High-grade B-cell lymphomas [HGBL, including double-hit/triple-hit (HGBL-DH/TH) and HGBL not otherwise specified (HGBL-NOS)] have a poor prognosis upon failure of first-line therapy. Anti-CD19 chimeric antigen receptor (CAR) T-cells for third-line aggressive large B-cell lymphomas resulted in long-term remission in up to 40% of patients. This study evaluated factors that can predict outcomes in HGBL compared to Diffuse Large B-cell lymphomas (DLBCL). We assessed the predictive value of the subtype (HGBL versus DLBCL) using weighted log-rank tests and weighted Cox models, and overall survival (OS) following CAR T-cells failure.
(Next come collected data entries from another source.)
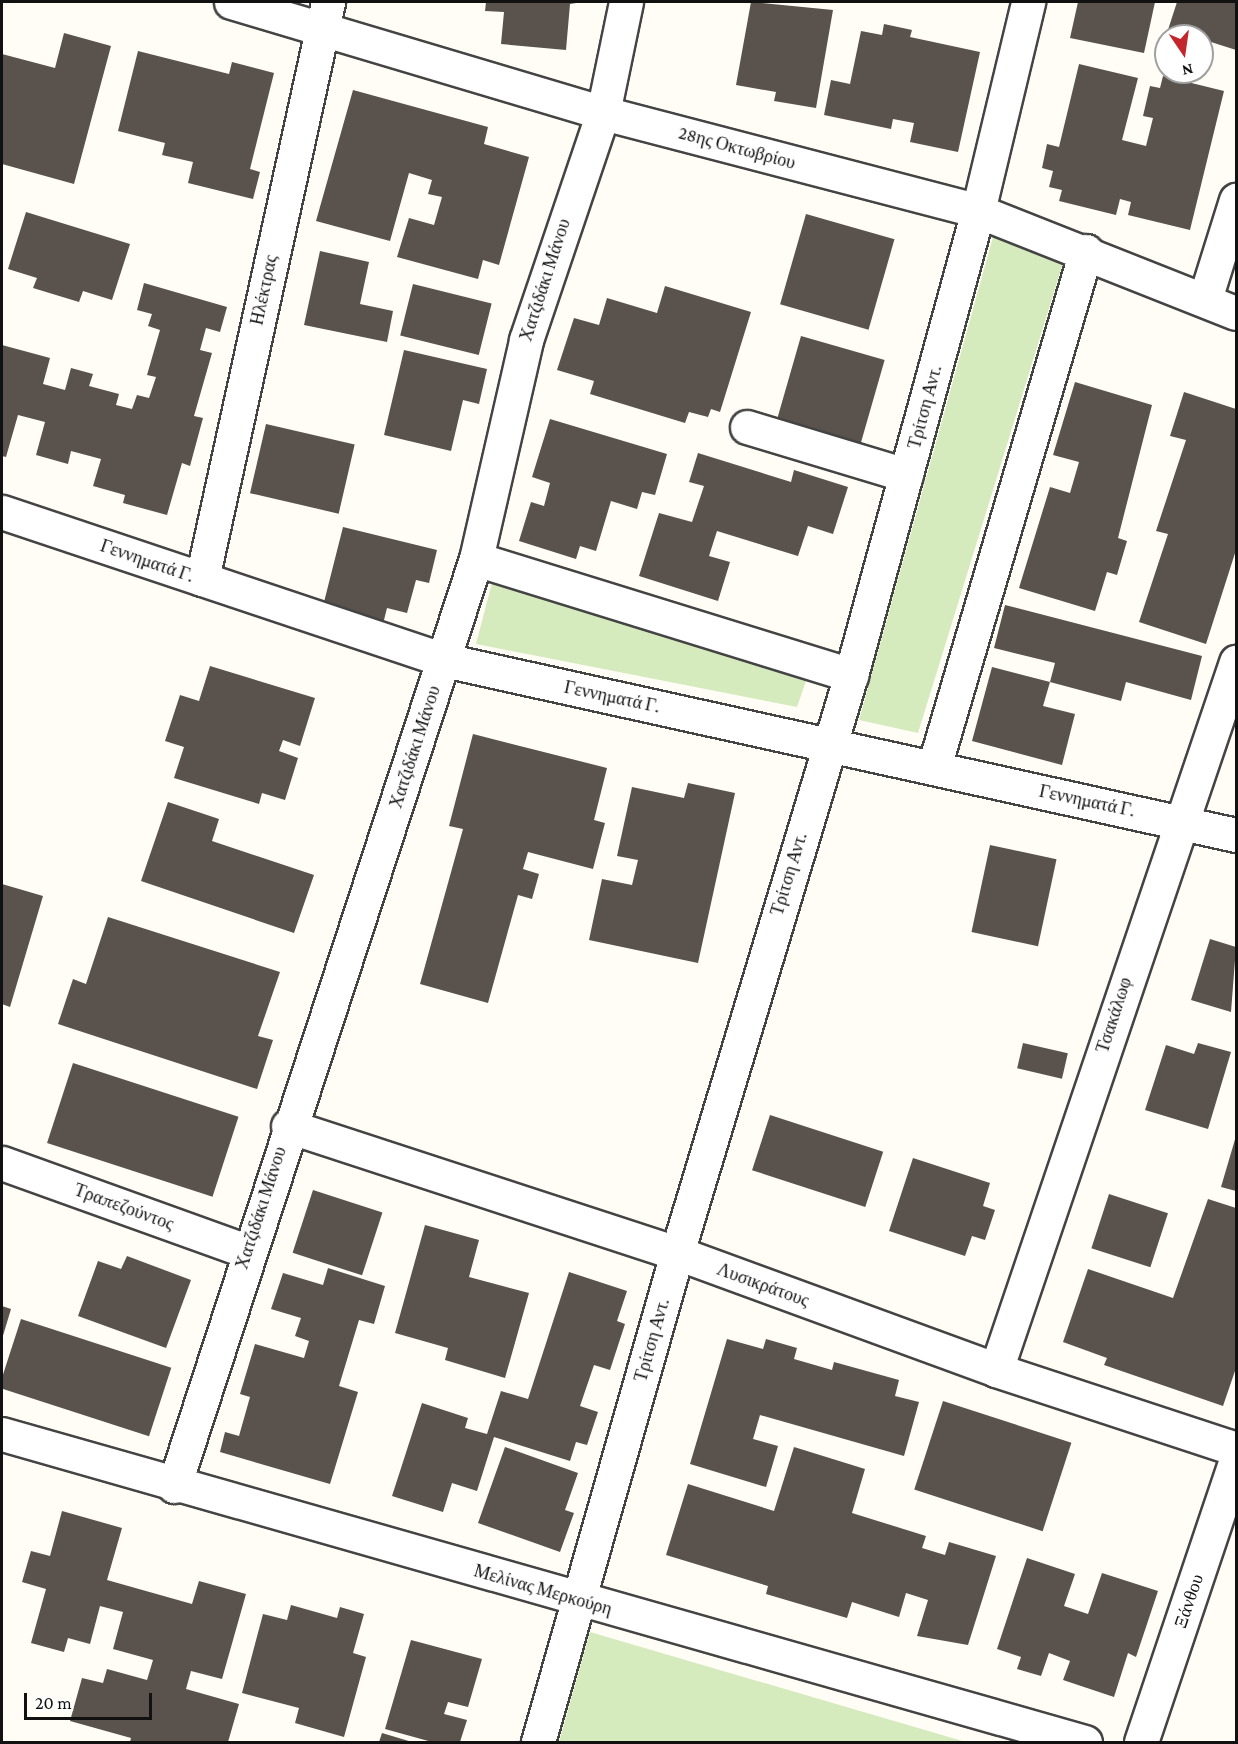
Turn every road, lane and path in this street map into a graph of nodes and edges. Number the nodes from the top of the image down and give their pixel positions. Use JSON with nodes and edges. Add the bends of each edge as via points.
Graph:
{"nodes":[{"id":1,"x":231,"y":2,"type":"edge"},
{"id":2,"x":626,"y":2,"type":"edge"},
{"id":3,"x":1028,"y":2,"type":"edge"},
{"id":4,"x":324,"y":15,"type":"edge"},
{"id":5,"x":603,"y":113,"type":"junction"},
{"id":6,"x":1236,"y":200,"type":"edge"},
{"id":7,"x":978,"y":211,"type":"junction"},
{"id":8,"x":1086,"y":251,"type":"junction"},
{"id":9,"x":1205,"y":299,"type":"junction"},
{"id":10,"x":1236,"y":313,"type":"edge"},
{"id":11,"x":747,"y":427,"type":"dead end"},
{"id":12,"x":906,"y":474,"type":"junction"},
{"id":13,"x":2,"y":512,"type":"edge"},
{"id":14,"x":476,"y":559,"type":"junction"},
{"id":15,"x":202,"y":579,"type":"junction"},
{"id":16,"x":444,"y":660,"type":"junction"},
{"id":17,"x":1236,"y":662,"type":"edge"},
{"id":18,"x":851,"y":675,"type":"junction"},
{"id":19,"x":831,"y":744,"type":"junction"},
{"id":20,"x":933,"y":767,"type":"junction"},
{"id":21,"x":1183,"y":822,"type":"junction"},
{"id":22,"x":1236,"y":835,"type":"edge"},
{"id":23,"x":288,"y":1126,"type":"junction"},
{"id":24,"x":2,"y":1163,"type":"edge"},
{"id":25,"x":246,"y":1251,"type":"junction"},
{"id":26,"x":677,"y":1253,"type":"junction"},
{"id":27,"x":996,"y":1370,"type":"junction"},
{"id":28,"x":2,"y":1434,"type":"edge"},
{"id":29,"x":1236,"y":1449,"type":"edge"},
{"id":30,"x":1236,"y":1459,"type":"edge"},
{"id":31,"x":174,"y":1486,"type":"junction"},
{"id":32,"x":577,"y":1599,"type":"junction"},
{"id":33,"x":538,"y":1743,"type":"edge"},
{"id":34,"x":1085,"y":1743,"type":"edge"},
{"id":35,"x":1141,"y":1743,"type":"edge"}],
"edges":[{"from":1,"to":4,"type":"street","name":"28ης Οκτωβρίου"},
{"from":2,"to":5,"type":"street","name":"Χατζιδάκι Μάνου"},
{"from":3,"to":7,"type":"street","name":"Τρίτση Αντ."},
{"from":4,"to":5,"type":"street","name":"28ης Οκτωβρίου"},
{"from":4,"to":15,"type":"street","name":"Ηλέκτρας"},
{"from":5,"to":7,"type":"street","name":"28ης Οκτωβρίου"},
{"from":5,"to":14,"type":"street","name":"Χατζιδάκι Μάνου","via":[[525,340]]},
{"from":6,"to":9,"type":"street"},
{"from":7,"to":8,"type":"street","name":"28ης Οκτωβρίου"},
{"from":7,"to":12,"type":"street","name":"Τρίτση Αντ."},
{"from":8,"to":9,"type":"street","name":"28ης Οκτωβρίου"},
{"from":8,"to":20,"type":"street"},
{"from":9,"to":10,"type":"street","name":"28ης Οκτωβρίου"},
{"from":11,"to":12,"type":"street"},
{"from":12,"to":18,"type":"street","name":"Τρίτση Αντ."},
{"from":13,"to":15,"type":"street","name":"Γεννηματά Γ."},
{"from":14,"to":16,"type":"street","name":"Χατζιδάκι Μάνου"},
{"from":14,"to":18,"type":"street"},
{"from":15,"to":16,"type":"street","name":"Γεννηματά Γ."},
{"from":16,"to":19,"type":"street","name":"Γεννηματά Γ."},
{"from":16,"to":23,"type":"street","name":"Χατζιδάκι Μάνου"},
{"from":17,"to":21,"type":"street","name":"Τσακάλωφ"},
{"from":18,"to":19,"type":"street","name":"Τρίτση Αντ."},
{"from":19,"to":20,"type":"street","name":"Γεννηματά Γ."},
{"from":19,"to":26,"type":"street","name":"Τρίτση Αντ."},
{"from":20,"to":21,"type":"street","name":"Γεννηματά Γ."},
{"from":21,"to":22,"type":"street","name":"Γεννηματά Γ."},
{"from":21,"to":27,"type":"street","name":"Τσακάλωφ","via":[[1155,888]]},
{"from":23,"to":25,"type":"street","name":"Χατζιδάκι Μάνου"},
{"from":23,"to":26,"type":"street","name":"Λυσικράτους"},
{"from":24,"to":25,"type":"street","name":"Τραπεζούντος"},
{"from":25,"to":31,"type":"street","name":"Χατζιδάκι Μάνου"},
{"from":26,"to":27,"type":"street","name":"Λυσικράτους"},
{"from":26,"to":32,"type":"street","name":"Τρίτση Αντ."},
{"from":27,"to":29,"type":"street","name":"Λυσικράτους"},
{"from":28,"to":31,"type":"street","name":"Μελίνας Μερκούρη"},
{"from":30,"to":35,"type":"street","name":"Ξάνθου"},
{"from":31,"to":32,"type":"street","name":"Μελίνας Μερκούρη"},
{"from":32,"to":33,"type":"street","name":"Τρίτση Αντ."},
{"from":32,"to":34,"type":"street","name":"Μελίνας Μερκούρη"}]}
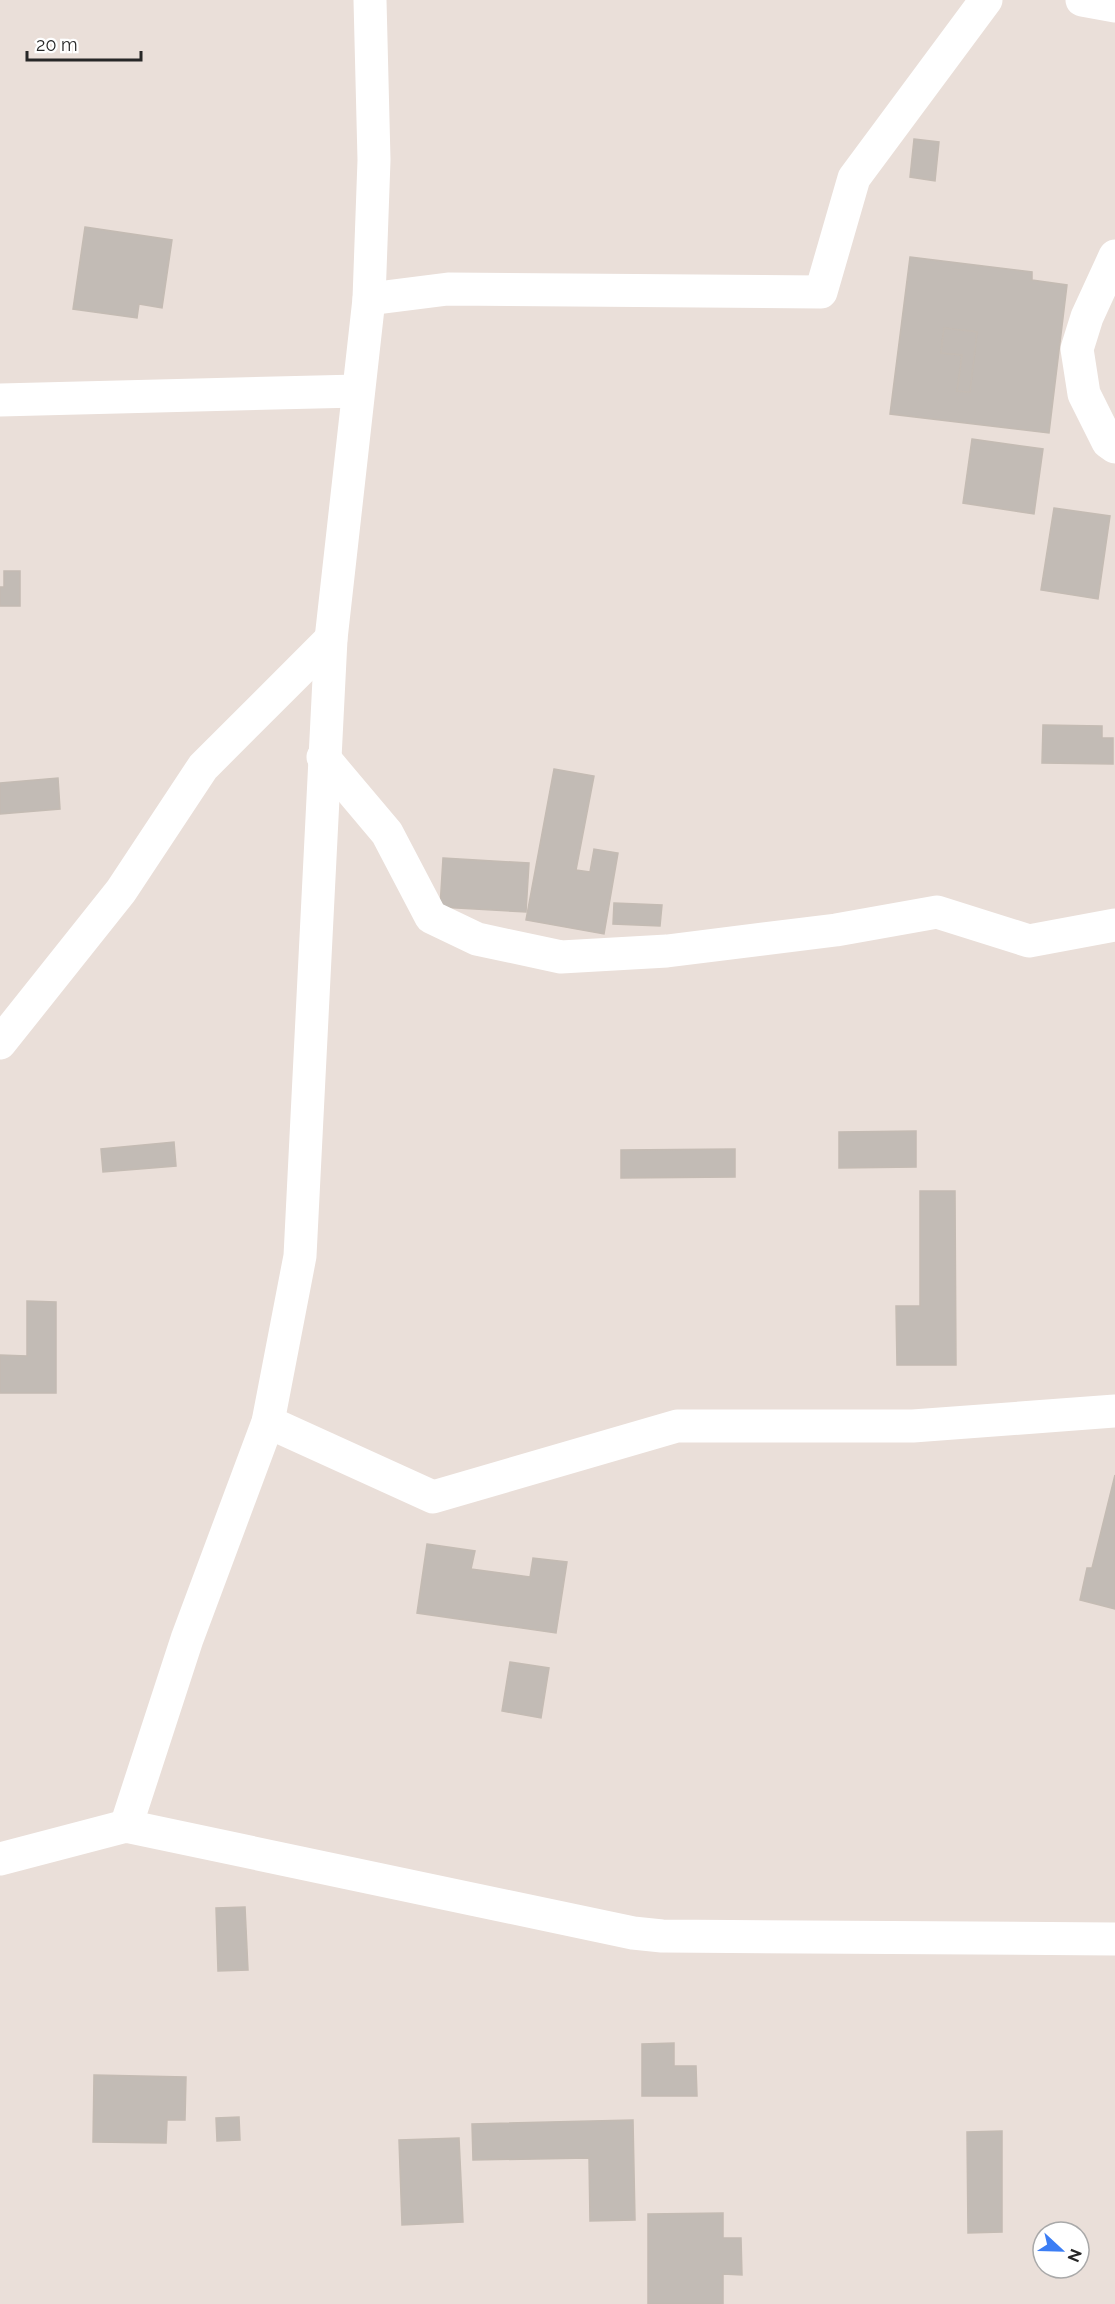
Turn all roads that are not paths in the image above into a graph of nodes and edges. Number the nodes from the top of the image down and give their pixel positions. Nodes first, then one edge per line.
1 (370, 0) edge
2 (986, 0) edge
3 (1082, 0) edge
4 (1115, 6) edge
5 (1115, 256) edge
6 (369, 299) junction
7 (358, 391) junction
8 (0, 400) edge
9 (1115, 447) edge
10 (331, 639) junction
11 (323, 757) junction
12 (1115, 925) edge
13 (0, 1043) edge
14 (1115, 1411) edge
15 (268, 1422) junction
16 (126, 1826) junction
17 (0, 1859) edge
18 (1115, 1938) edge

1 - 6 street
2 - 6 street
3 - 4 street
5 - 9 street
6 - 7 street
7 - 8 street
7 - 10 street
10 - 11 street
10 - 13 street
11 - 12 street
11 - 15 street
14 - 15 street
15 - 16 street
16 - 17 street
16 - 18 street

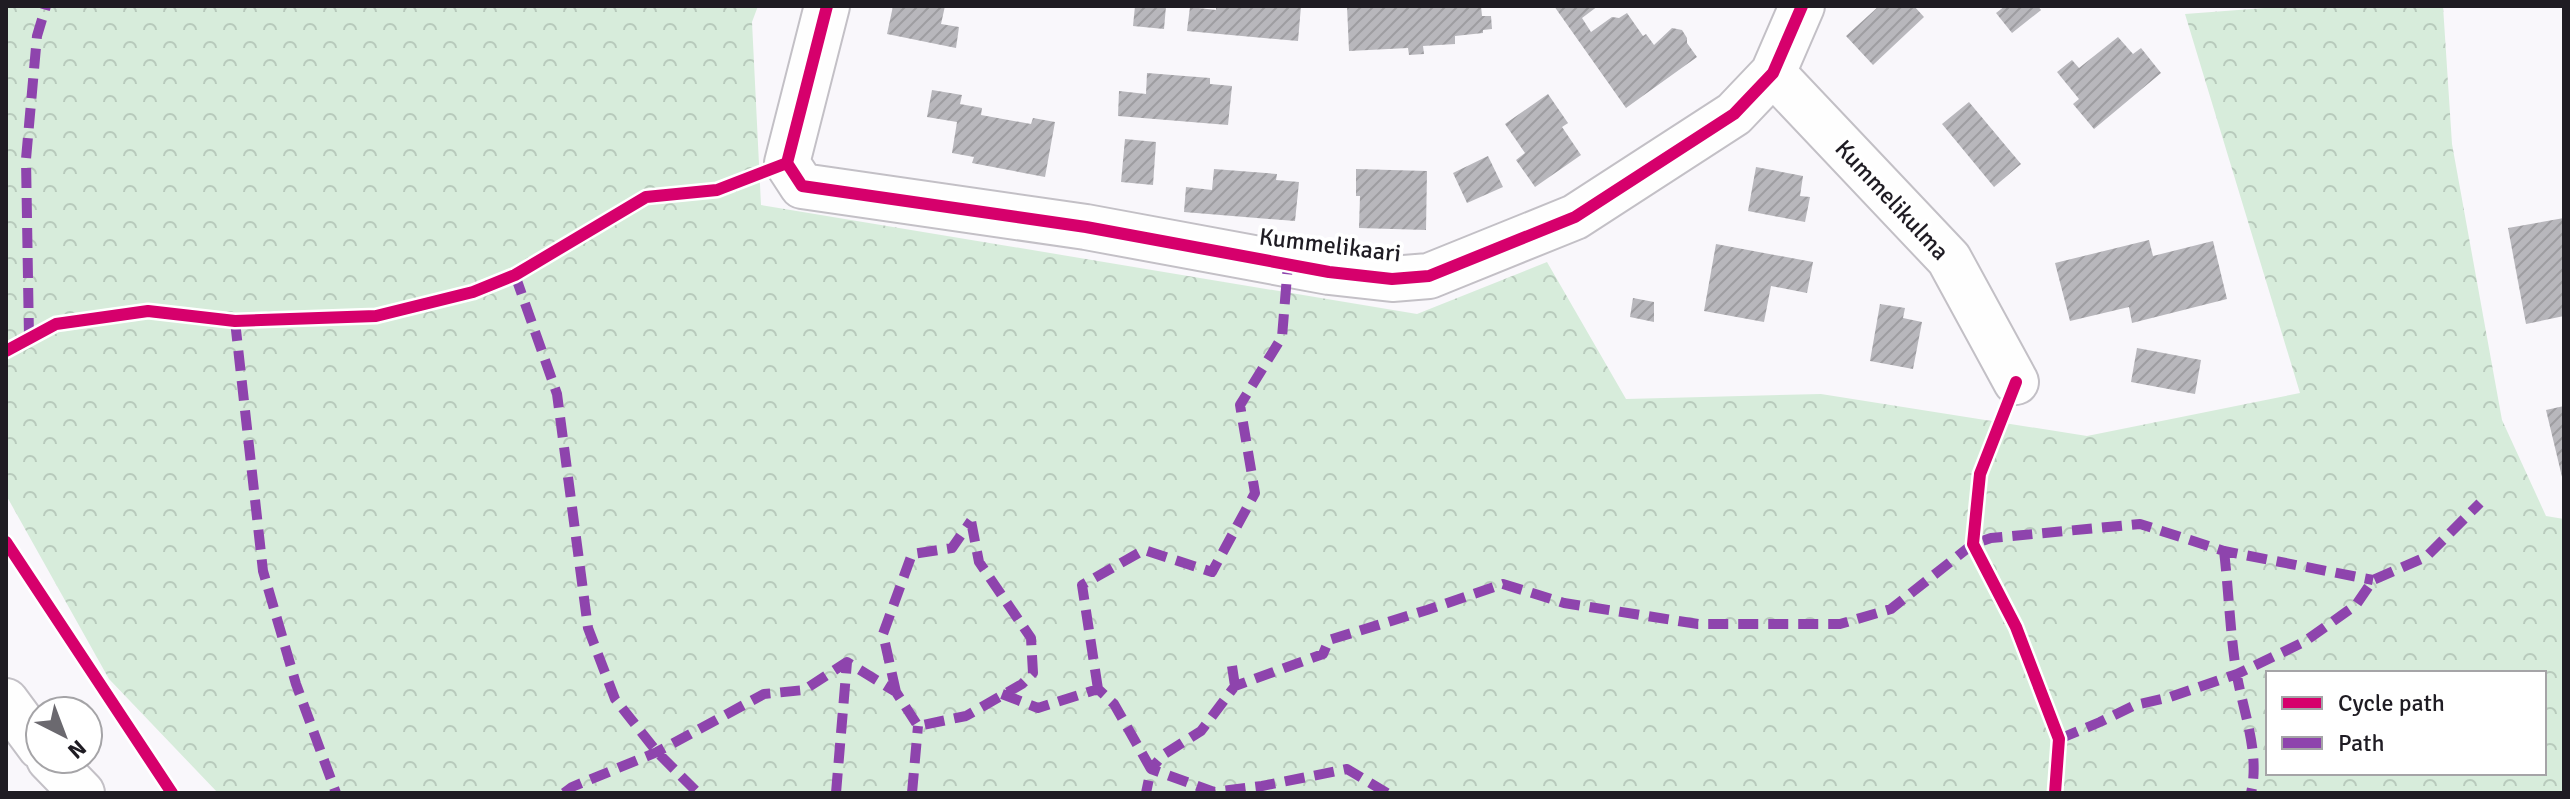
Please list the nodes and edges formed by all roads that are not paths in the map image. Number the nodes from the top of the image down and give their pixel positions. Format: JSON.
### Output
{"nodes":[{"id":1,"x":827,"y":6,"type":"edge"},
{"id":2,"x":1802,"y":6,"type":"edge"},
{"id":3,"x":1773,"y":73,"type":"junction"},
{"id":4,"x":2016,"y":382,"type":"dead end"},
{"id":5,"x":6,"y":701,"type":"edge"},
{"id":6,"x":24,"y":726,"type":"edge"},
{"id":7,"x":6,"y":738,"type":"edge"},
{"id":8,"x":24,"y":748,"type":"edge"}],
"edges":[{"from":1,"to":3,"type":"street","name":"Kummelikaari"},
{"from":2,"to":3,"type":"street","name":"Kummelikaari"},
{"from":3,"to":4,"type":"street","name":"Kummelikulma"},
{"from":5,"to":6,"type":"street"},
{"from":7,"to":8,"type":"street"}]}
The prospective study cohort comprised 432 patients [HGBL (n=78); DLBCL (n=354)] with a median follow-up of 22.8 months for HGBL and 18 months for DLBCL. Interestingly, there was no statistically significant difference in progression-free survival (PFS) and OS between patients with HGBL-DH/TH lymphomas versus other high-grade histotypes. CAR T-cells expansion in HGBL did not correlate with response. Before weighting, a significant difference in OS was observed between HGBL versus DLBCL (24-month OS: 37% vs. 49%, p=0.0036). After weighting, the difference in 2-year OS remained significant (37% versus 44%, p=0.0343), and it was related to an inferior survival following CAR T-cells failure. The 2-year NRM and incidence of secondary malignancies were similar in HGBL and DLBCL patients (11% versus 11%, p=0.830; 6.4% versus 11.4%, p=0.844). Among patients failing CAR T-cells, the 1-year OS post failure was significantly higher in transformed than de novo DLBCL and HGBL (59% versus 32% versus 11%, <0.0004). Earlier use of CAR T-cells may improve the outcome of HGBL. NCT06339255.